1. Ciphers: AES and alternatives
    * AES is the only still viable piece
    * Some don't like AES because it's not fast for results. Faster
      ciphers are available, and some people are in favour of Salsa or the
      ChaCha variant of it.
    * No eliptic curves in use
    * The handling of ENCRYPT_CELL in relays is largely problematic, due
      to AES-CTR and the Replay Attack.
    * Node identity is still tied to RSA 1024
2. Public Key Exchange
    * DH is too short.
3. Hash Functions
    * SHA1 is definitely showing its age.
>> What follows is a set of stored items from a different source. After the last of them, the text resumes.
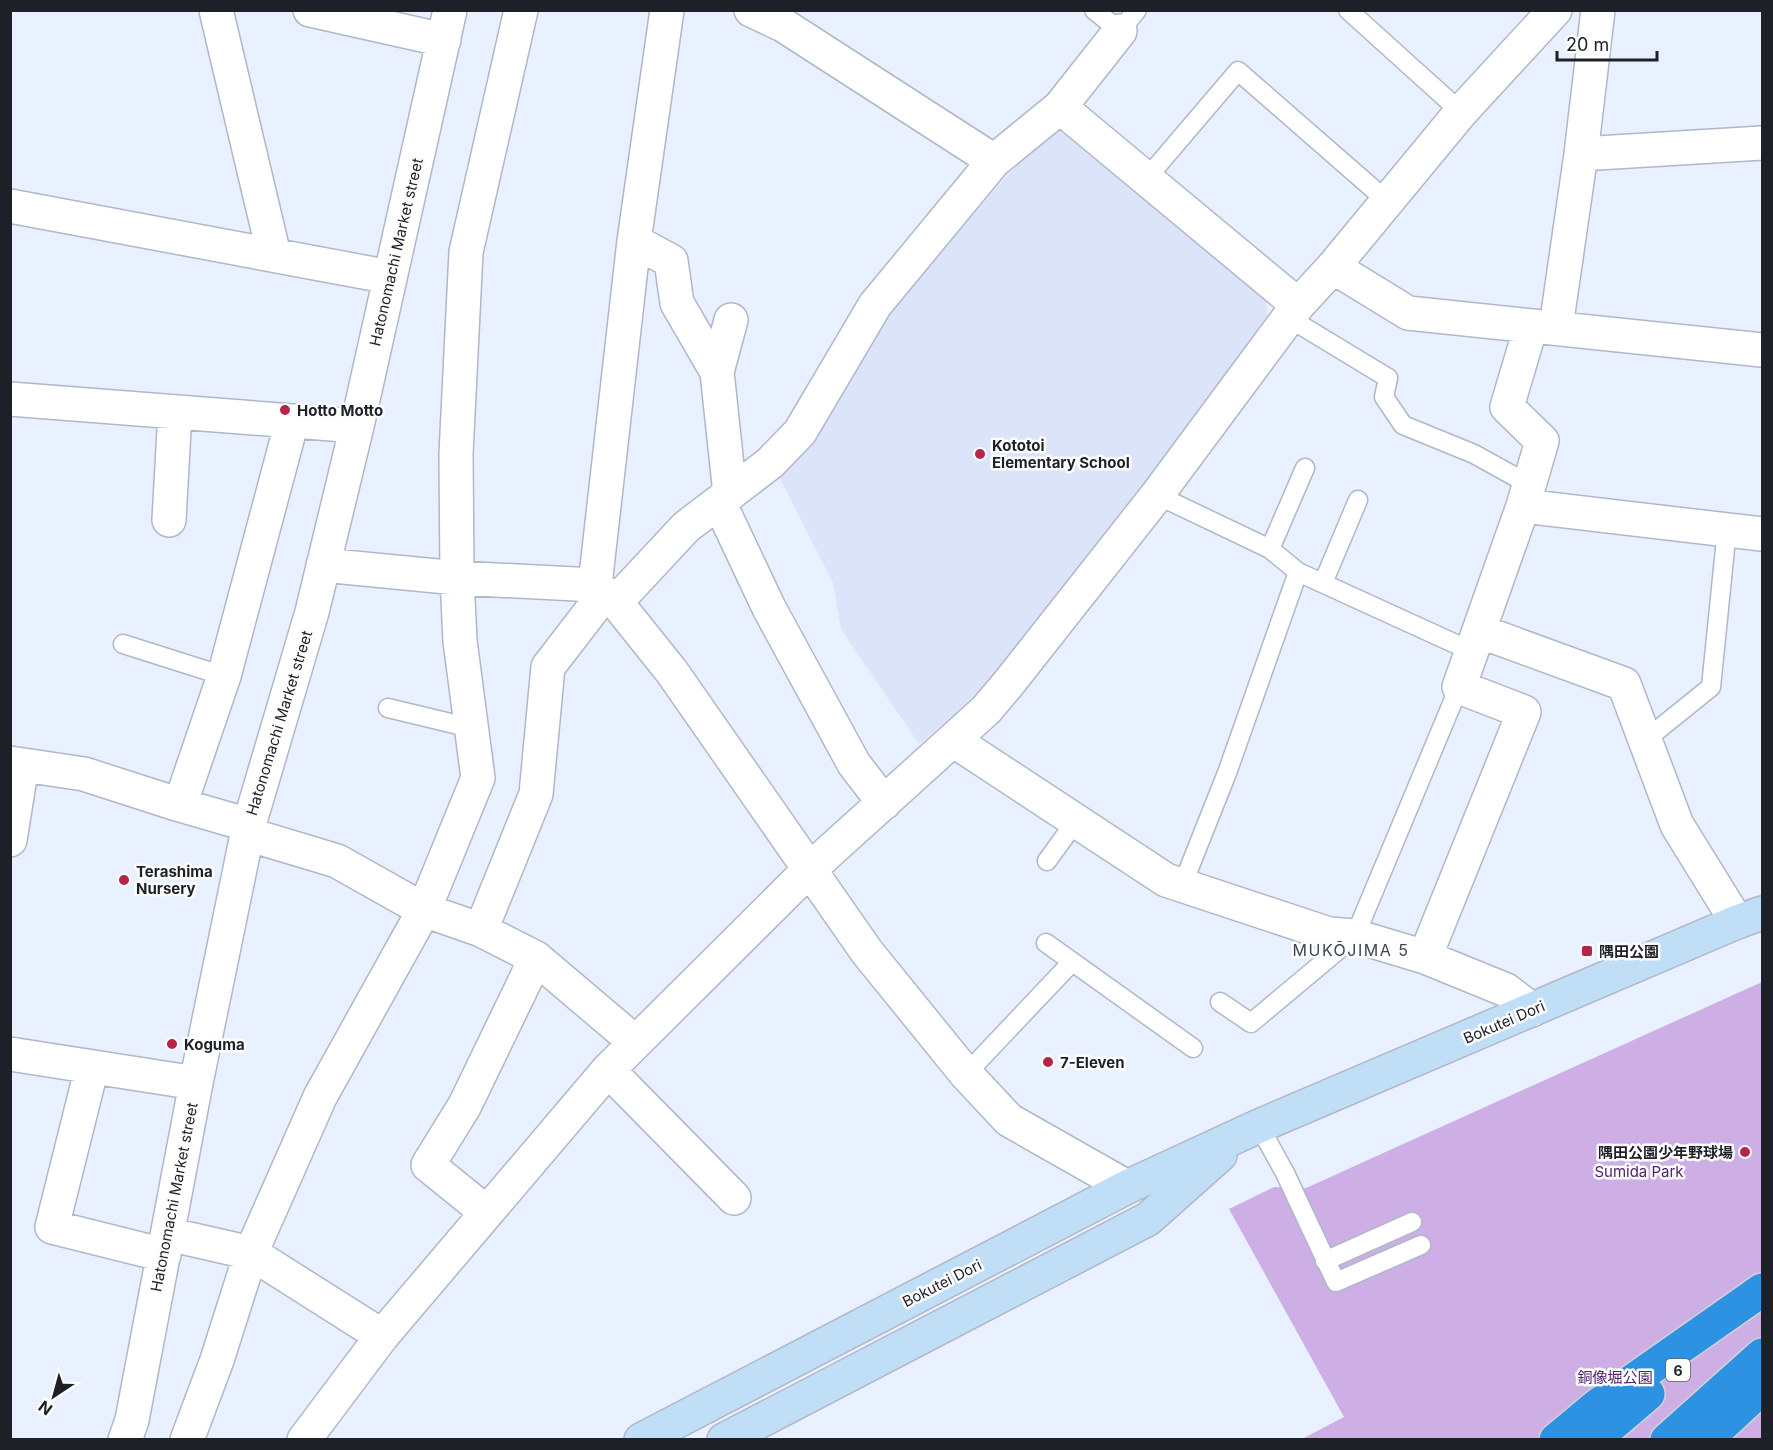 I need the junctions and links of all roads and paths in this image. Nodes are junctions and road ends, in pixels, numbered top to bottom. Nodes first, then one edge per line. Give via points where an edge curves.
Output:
1 (310, 10) edge
2 (521, 10) edge
3 (667, 10) edge
4 (751, 10) edge
5 (1094, 10) edge
6 (1348, 10) edge
7 (1598, 10) edge
8 (1550, 12) edge
9 (224, 13) edge
10 (1128, 21) edge
11 (447, 25) edge
12 (1060, 107) junction
13 (1461, 112) junction
14 (1762, 143) edge
15 (1581, 154) junction
16 (994, 162) junction
17 (1146, 179) junction
18 (1387, 201) junction
19 (10, 206) edge
20 (633, 241) junction
21 (274, 255) junction
22 (1333, 267) junction
23 (390, 277) junction
24 (1293, 311) junction
25 (731, 320) dead end
26 (1543, 327) junction
27 (1762, 350) edge
28 (717, 372) junction
29 (10, 399) edge
30 (175, 412) junction
31 (292, 421) junction
32 (357, 426) junction
33 (1305, 468) dead end
34 (1157, 495) junction
35 (1526, 495) junction
36 (724, 498) junction
37 (1358, 500) dead end
38 (169, 520) dead end
39 (1727, 529) junction
40 (1762, 534) edge
41 (1270, 549) junction
42 (323, 565) junction
43 (1298, 572) junction
44 (457, 578) junction
45 (1323, 583) junction
46 (605, 593) junction
47 (1475, 641) junction
48 (123, 644) dead end
49 (224, 676) junction
50 (1459, 687) junction
51 (388, 708) dead end
52 (471, 728) junction
53 (953, 740) junction
54 (1644, 741) junction
55 (16, 764) edge
56 (884, 803) junction
57 (180, 805) junction
58 (1076, 821) junction
59 (248, 829) junction
60 (10, 840) edge
61 (1047, 861) dead end
62 (810, 869) junction
63 (1182, 886) junction
64 (424, 910) junction
65 (1750, 918) edge
66 (480, 930) junction
67 (1355, 936) junction
68 (1046, 943) dead end
69 (1425, 957) junction
70 (536, 958) junction
71 (1072, 962) junction
72 (1220, 1002) dead end
73 (1532, 1010) junction
74 (635, 1042) junction
75 (1193, 1048) dead end
76 (10, 1054) edge
77 (92, 1067) junction
78 (608, 1070) junction
79 (966, 1074) junction
80 (196, 1083) junction
81 (1253, 1129) junction
82 (1126, 1187) junction
83 (734, 1198) dead end
84 (486, 1212) junction
85 (1412, 1222) dead end
86 (166, 1245) junction
87 (1421, 1245) dead end
88 (251, 1253) junction
89 (1325, 1261) junction
90 (1762, 1290) edge
91 (1762, 1301) edge
92 (382, 1336) junction
93 (1762, 1355) edge
94 (1762, 1388) edge
95 (125, 1440) edge
96 (188, 1440) edge
97 (304, 1440) edge
98 (641, 1440) edge
99 (724, 1440) edge
100 (1556, 1440) edge
101 (1594, 1440) edge
102 (1667, 1440) edge
103 (1706, 1440) edge

1 - 11 street
2 - 44 street via 466,252 456,454
3 - 20 street
4 - 16 street via 783,25
5 - 10 lane
6 - 13 lane
7 - 15 street
8 - 13 street
9 - 21 street
10 - 12 street
11 - 23 street, Hatonomachi Market street
12 - 16 street
12 - 17 street
13 - 18 street
14 - 15 street
15 - 26 street
16 - 36 street via 875,304 800,432 770,463
17 - 18 lane via 1238,70
17 - 24 street
18 - 22 street
19 - 21 street
20 - 28 street via 671,261 677,303
20 - 46 street
21 - 23 street
22 - 24 street
22 - 26 street via 1408,313
23 - 32 street, Hatonomachi Market street
24 - 34 street
24 - 35 lane via 1388,378 1384,397 1403,425 1474,454
25 - 28 street
26 - 27 street
26 - 35 street via 1507,407 1542,441
28 - 36 street
29 - 30 street
30 - 31 street
30 - 38 street
31 - 32 street
31 - 49 street
32 - 42 street, Hatonomachi Market street
33 - 41 lane
34 - 41 lane
34 - 53 street via 1008,684
35 - 39 street
35 - 47 street
36 - 46 street
36 - 56 street via 769,608 854,764
37 - 45 lane
39 - 40 street
39 - 54 lane via 1711,687
41 - 43 lane
42 - 44 street
42 - 59 street, Hatonomachi Market street
43 - 45 lane
43 - 63 lane via 1227,773
44 - 46 street
44 - 52 street
45 - 47 lane
46 - 62 street via 672,672
46 - 66 street via 548,668 536,794
47 - 50 street
47 - 54 street via 1623,684
48 - 49 lane
49 - 57 street
50 - 67 lane
50 - 69 street via 1524,712
51 - 52 lane
52 - 64 street via 478,778
53 - 56 street
53 - 58 street
54 - 65 street via 1677,825
55 - 57 street via 84,774
55 - 60 street
56 - 62 street
57 - 59 street
58 - 61 lane
58 - 63 street via 1166,880
59 - 64 street via 337,861
59 - 80 street, Hatonomachi Market street
62 - 74 street
62 - 79 street via 867,952
63 - 67 street via 1329,934
64 - 66 street
64 - 88 street via 320,1097
65 - 73 main road, Bokutei Dori
66 - 70 street
67 - 69 street
67 - 72 lane via 1251,1023
68 - 71 lane
69 - 73 street via 1506,990
70 - 74 street
70 - 84 street via 465,1106 428,1165
71 - 75 lane
71 - 79 lane
73 - 81 main road, Bokutei Dori
74 - 78 street
76 - 77 street
77 - 80 street
77 - 86 street via 52,1227
78 - 83 street
78 - 84 street
79 - 82 street via 1009,1120
80 - 86 street, Hatonomachi Market street
81 - 82 main road, Bokutei Dori
81 - 89 lane via 1285,1173
81 - 99 main road, Bokutei Dori via 1148,1219
82 - 98 main road, Bokutei Dori
84 - 92 street
85 - 89 lane
86 - 88 street
86 - 95 street, Hatonomachi Market street
87 - 89 lane via 1336,1282
88 - 92 street
88 - 96 street
90 - 100 highway via 1598,1405
91 - 101 highway, 6
92 - 97 street
93 - 102 highway
94 - 103 highway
In each case, revision of protocol choice and better design is needed.

Problems:
  * Keys are too short
  * Process is to slow
  * Security proof of this process is fragile
  * Relay algorithm does not protect integrity

Options:
  * Would like to use newer version of TLS, which also now support
    implementations of elliptic curves.
  * Earlier versions of TLS don't support renegotiating, so later versions
    out never used DTLS. Even though DTLS would technically work well, the
    first problem is that no one but the authors have evaluated it, and,
    second, no one uses it.
      ''Later that night, nickm did a cute "proof" for why Tor should not use
      DTLS. It goes like this:''
            1. [https://www.google.com/search?q="we+use+https" Google for "We use HTTPS"]
               Results: ~1,440,000
            2. [https://www.google.com/search?q="we+use+ssl" Google for "We use SSL"]
               Results: ~1,040,000
            3. [https://www.google.com/search?q="we+use+tls" Google for "We use TLS"]
               Results: ~483,000
            4. [https://www.google.com/search?q="we+use+dtls" Google for "We use DTLS"]
               Results: 6,790. Three of the top ten are links to [https://twitter.com/nickm_tor/status/200956863746019329 nickm talking about how no one uses DTLS].
  * Move to anything eliptic
       a. Bernstein's curve 2559
       b. Or P256
       c. Fedora will not ship eliptic curve stuff, not confident it's not
          patent-encumbered. Patents could be problem, but they are largely
          probably invalid.
  * Large block ciphers
       a. Large block ciphers are even slower than what we're currently
          using.
       b. CBC is even worse than CTR -- it never recovers from errors, making
          it difficult to use.
  * Trying to come up with replacements
       a. Choice of primitives vs. design of protocols
       b. Problems with hop-by-hop auth (as opposed to end-to-end. puts a
          limit on path length, leaks path length on final hope).
       c. Designs could be pluggable, but could lead to some paths being
          undetected.

1. How can we get this plan evaluated by enough people to make good
   decisions?
2. All the things Tor doesn't do and doesn't need to do, see if folks
   can come up with a reason why its good.
3. Need feedback on proposals. Cryptographers and experts preferrably, the
   plan so far is to ask the advice of Patterson, Ian Goldberg, Gunman, John
   Kellis, Bernstein, and others in the community. We could inquire into
   their potential interest in coauthoring a paper on a new protocol.
4. Nick sends all open issues to the list onece a month, but people have
   serious trouble keeping up with the volume and scope of the lists anyway.

* Deploy better crypto by end-of-year
* Steven working on top 10 things that have changed in Tor. Nick will work
  on it with him. Need concrete date.